Mais la fabuleuse lumière m'aspire. Je me dirige vers le centre de ma galaxie. Enfin, je le vois. Le continent des morts est le trou noir situé au milieu de la Voie lactée.

Il ressemble à une bonde de lavabo, un vortex qui fait tout tourbillonner en spirale autour de lui. Je m'approche. On croirait une fleur palpitante, une gigantesque orchidée formée de poudre de lumière tournoyante.

Ce trou noir aspire tout: les systèmes solaires, les étoiles, les planètes, les météorites. Et il m'emporte aussi.

Je me souviens des cartes du continent des morts. Les Sept Ciels. J'accoste au… Premier Ciel. C'est un territoire conique bleu. On y pénètre à travers une écume d'étoiles.

«Chaque année des millions d'êtres humains naissent sur Terre.
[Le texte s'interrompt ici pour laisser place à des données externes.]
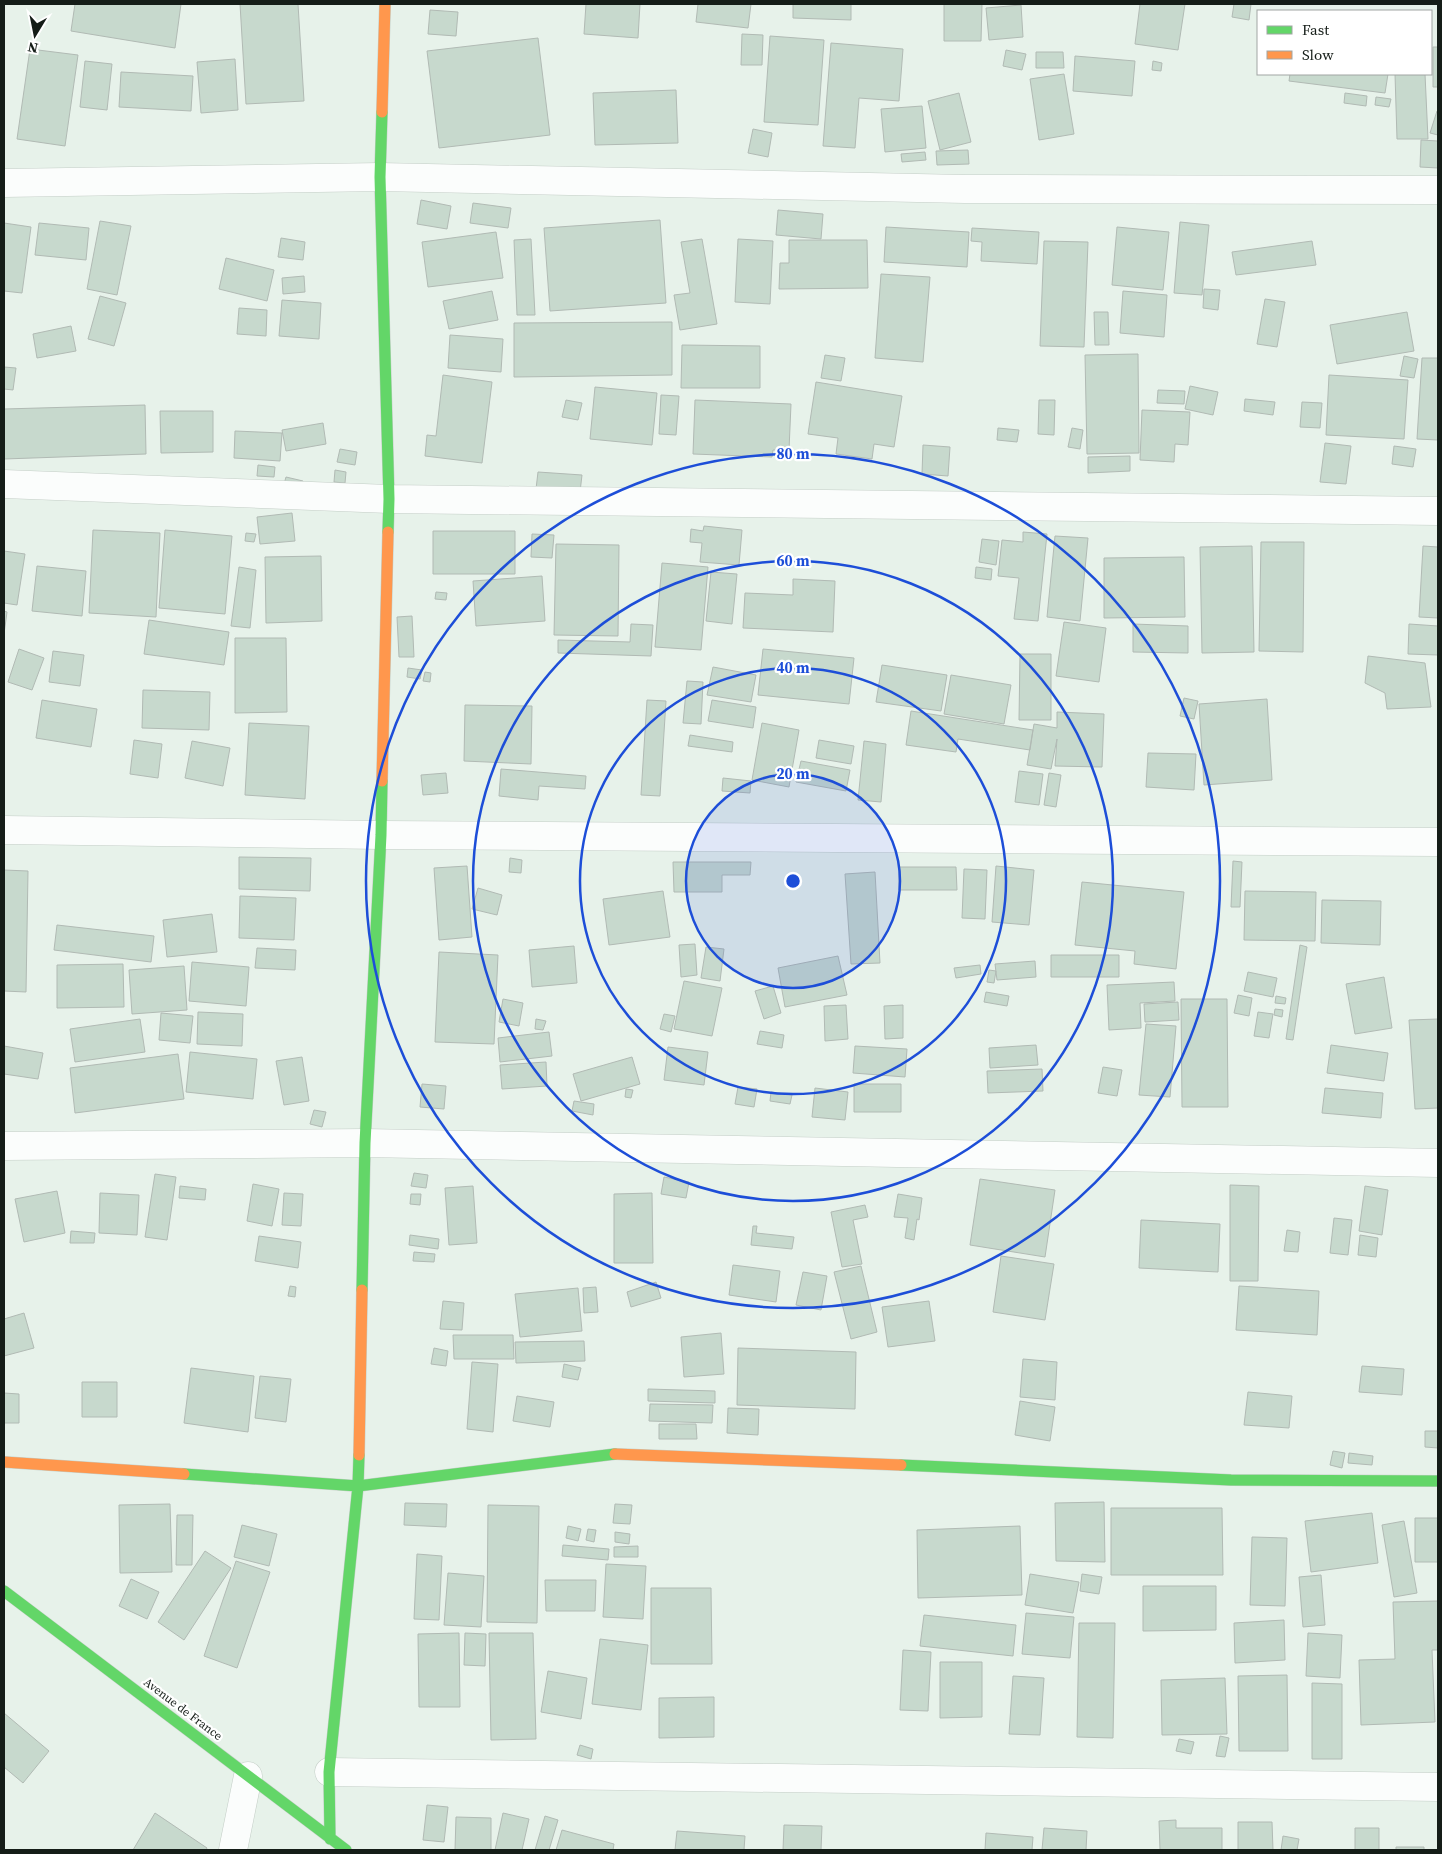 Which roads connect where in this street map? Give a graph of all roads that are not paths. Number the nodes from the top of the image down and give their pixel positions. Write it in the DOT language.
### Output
graph roads {
  1 [pos="385,4"];
  2 [pos="380,177"];
  3 [pos="4,183"];
  4 [pos="1438,190"];
  5 [pos="4,484"];
  6 [pos="389,499"];
  7 [pos="1438,511"];
  8 [pos="4,830"];
  9 [pos="381,835"];
  10 [pos="1438,842"];
  11 [pos="365,1143"];
  12 [pos="4,1146"];
  13 [pos="1438,1163"];
  14 [pos="4,1462"];
  15 [pos="1438,1481"];
  16 [pos="358,1486"];
  17 [pos="4,1591"];
  18 [pos="329,1772"];
  19 [pos="248,1776"];
  20 [pos="1438,1788"];
  21 [pos="330,1839"];
  22 [pos="233,1850"];
  23 [pos="346,1850"];
  1 -- 2 [label="street"];
  2 -- 3 [label="street"];
  2 -- 4 [label="street"];
  2 -- 6 [label="street"];
  5 -- 6 [label="street"];
  6 -- 7 [label="street"];
  6 -- 9 [label="street"];
  8 -- 9 [label="street"];
  9 -- 10 [label="street"];
  9 -- 11 [label="street"];
  11 -- 12 [label="street"];
  11 -- 13 [label="street"];
  11 -- 16 [label="street"];
  14 -- 16 [label="street"];
  15 -- 16 [label="street"];
  16 -- 18 [label="street"];
  17 -- 19 [label="street, Avenue de France"];
  18 -- 20 [label="street"];
  18 -- 21 [label="street"];
  19 -- 21 [label="street, Avenue de France"];
  19 -- 22 [label="street"];
  21 -- 23 [label="street, Avenue de France"];
}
Ils transforment des tonnes de viandes, de fruits et de légumes en tonnes d'excréments. Ils s'agitent, ils se reproduisent puis ils meurent. Ça n 'a rien d'extraordinaire mais là réside le sens de notre existence: Naître. Manger. S'agiter. Se reproduire. Crever.

Entre-temps on a l'impression d'être important parce qu 'on fait du bruit avec notre bouche, des mouvements avec nos jambes et nos bras. Moi je dis: nous sommes peu de chose et nous sommes amenés à devenir pourriture puis poussière.»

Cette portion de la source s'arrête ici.